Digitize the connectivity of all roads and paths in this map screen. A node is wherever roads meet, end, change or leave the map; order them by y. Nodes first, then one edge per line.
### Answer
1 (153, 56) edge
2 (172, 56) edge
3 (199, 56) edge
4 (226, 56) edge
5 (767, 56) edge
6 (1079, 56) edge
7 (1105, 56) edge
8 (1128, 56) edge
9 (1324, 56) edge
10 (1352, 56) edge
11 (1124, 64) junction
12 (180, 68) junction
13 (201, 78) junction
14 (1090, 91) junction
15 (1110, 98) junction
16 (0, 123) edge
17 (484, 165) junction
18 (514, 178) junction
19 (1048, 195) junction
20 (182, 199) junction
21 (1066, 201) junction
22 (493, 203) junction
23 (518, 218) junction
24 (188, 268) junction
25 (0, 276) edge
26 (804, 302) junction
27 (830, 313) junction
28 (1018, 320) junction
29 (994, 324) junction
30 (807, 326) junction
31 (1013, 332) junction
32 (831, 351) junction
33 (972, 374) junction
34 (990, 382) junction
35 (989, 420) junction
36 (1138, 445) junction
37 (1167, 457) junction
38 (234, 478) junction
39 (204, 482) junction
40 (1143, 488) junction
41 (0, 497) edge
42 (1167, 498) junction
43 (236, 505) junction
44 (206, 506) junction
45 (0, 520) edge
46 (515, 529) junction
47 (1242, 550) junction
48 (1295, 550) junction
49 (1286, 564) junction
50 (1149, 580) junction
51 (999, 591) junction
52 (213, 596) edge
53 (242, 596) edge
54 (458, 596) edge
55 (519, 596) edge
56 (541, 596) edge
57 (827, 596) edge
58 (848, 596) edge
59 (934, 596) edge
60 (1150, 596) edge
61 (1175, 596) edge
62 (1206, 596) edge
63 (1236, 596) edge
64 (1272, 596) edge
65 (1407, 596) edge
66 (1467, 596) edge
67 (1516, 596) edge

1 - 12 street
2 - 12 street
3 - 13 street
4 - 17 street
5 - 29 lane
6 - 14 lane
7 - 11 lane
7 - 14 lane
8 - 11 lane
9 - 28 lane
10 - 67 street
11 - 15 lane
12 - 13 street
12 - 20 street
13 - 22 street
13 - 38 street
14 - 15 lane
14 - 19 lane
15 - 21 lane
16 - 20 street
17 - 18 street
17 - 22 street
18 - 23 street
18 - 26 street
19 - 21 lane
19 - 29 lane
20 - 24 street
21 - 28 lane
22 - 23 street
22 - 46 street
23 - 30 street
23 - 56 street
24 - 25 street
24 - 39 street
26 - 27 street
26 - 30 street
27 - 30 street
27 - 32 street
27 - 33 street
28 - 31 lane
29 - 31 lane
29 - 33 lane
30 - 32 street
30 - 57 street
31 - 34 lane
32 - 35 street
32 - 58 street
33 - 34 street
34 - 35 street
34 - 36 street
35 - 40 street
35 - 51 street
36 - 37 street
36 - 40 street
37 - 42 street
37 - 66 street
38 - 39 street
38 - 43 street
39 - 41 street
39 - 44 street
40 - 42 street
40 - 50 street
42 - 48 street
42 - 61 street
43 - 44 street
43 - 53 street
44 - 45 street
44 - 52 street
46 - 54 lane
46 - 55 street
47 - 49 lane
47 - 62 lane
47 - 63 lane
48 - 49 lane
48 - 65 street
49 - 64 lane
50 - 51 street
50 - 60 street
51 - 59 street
* * *
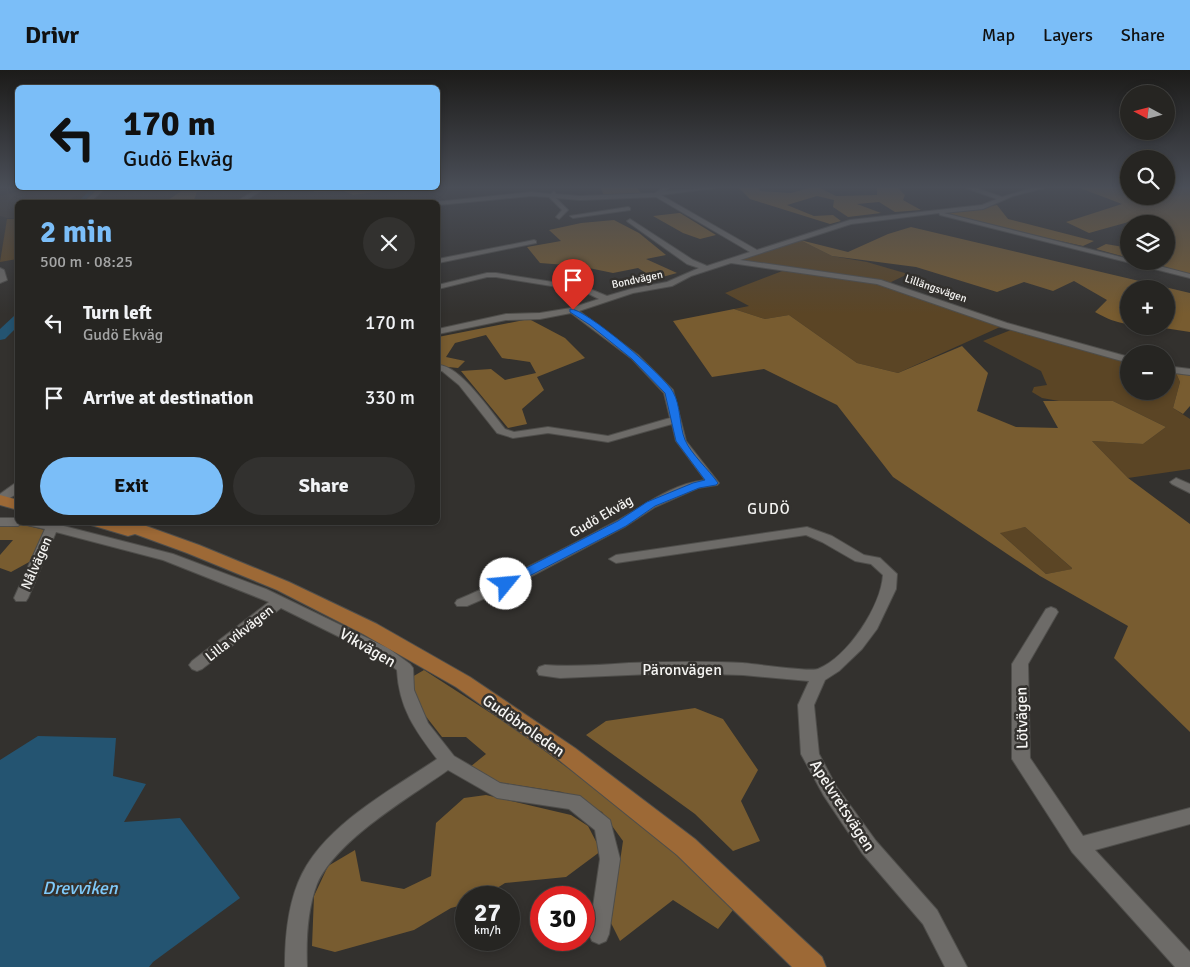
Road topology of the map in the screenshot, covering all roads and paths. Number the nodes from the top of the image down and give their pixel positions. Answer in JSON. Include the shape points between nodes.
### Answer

**TASK BRIEF:**
The word "paths" appears in some of the lines above. Copy those lines.

**REPLY TO THE TASK:**
Digitize the connectivity of all roads and paths in this map screen. A node is wherever roads meet, end, change or leave the map; order them by y. Nodes first, then one edge per line.
Road topology of the map in the screenshot, covering all roads and paths. Number the nodes from the top of the image down and give their pixel positions. Answer in JSON. Include the shape points between nodes.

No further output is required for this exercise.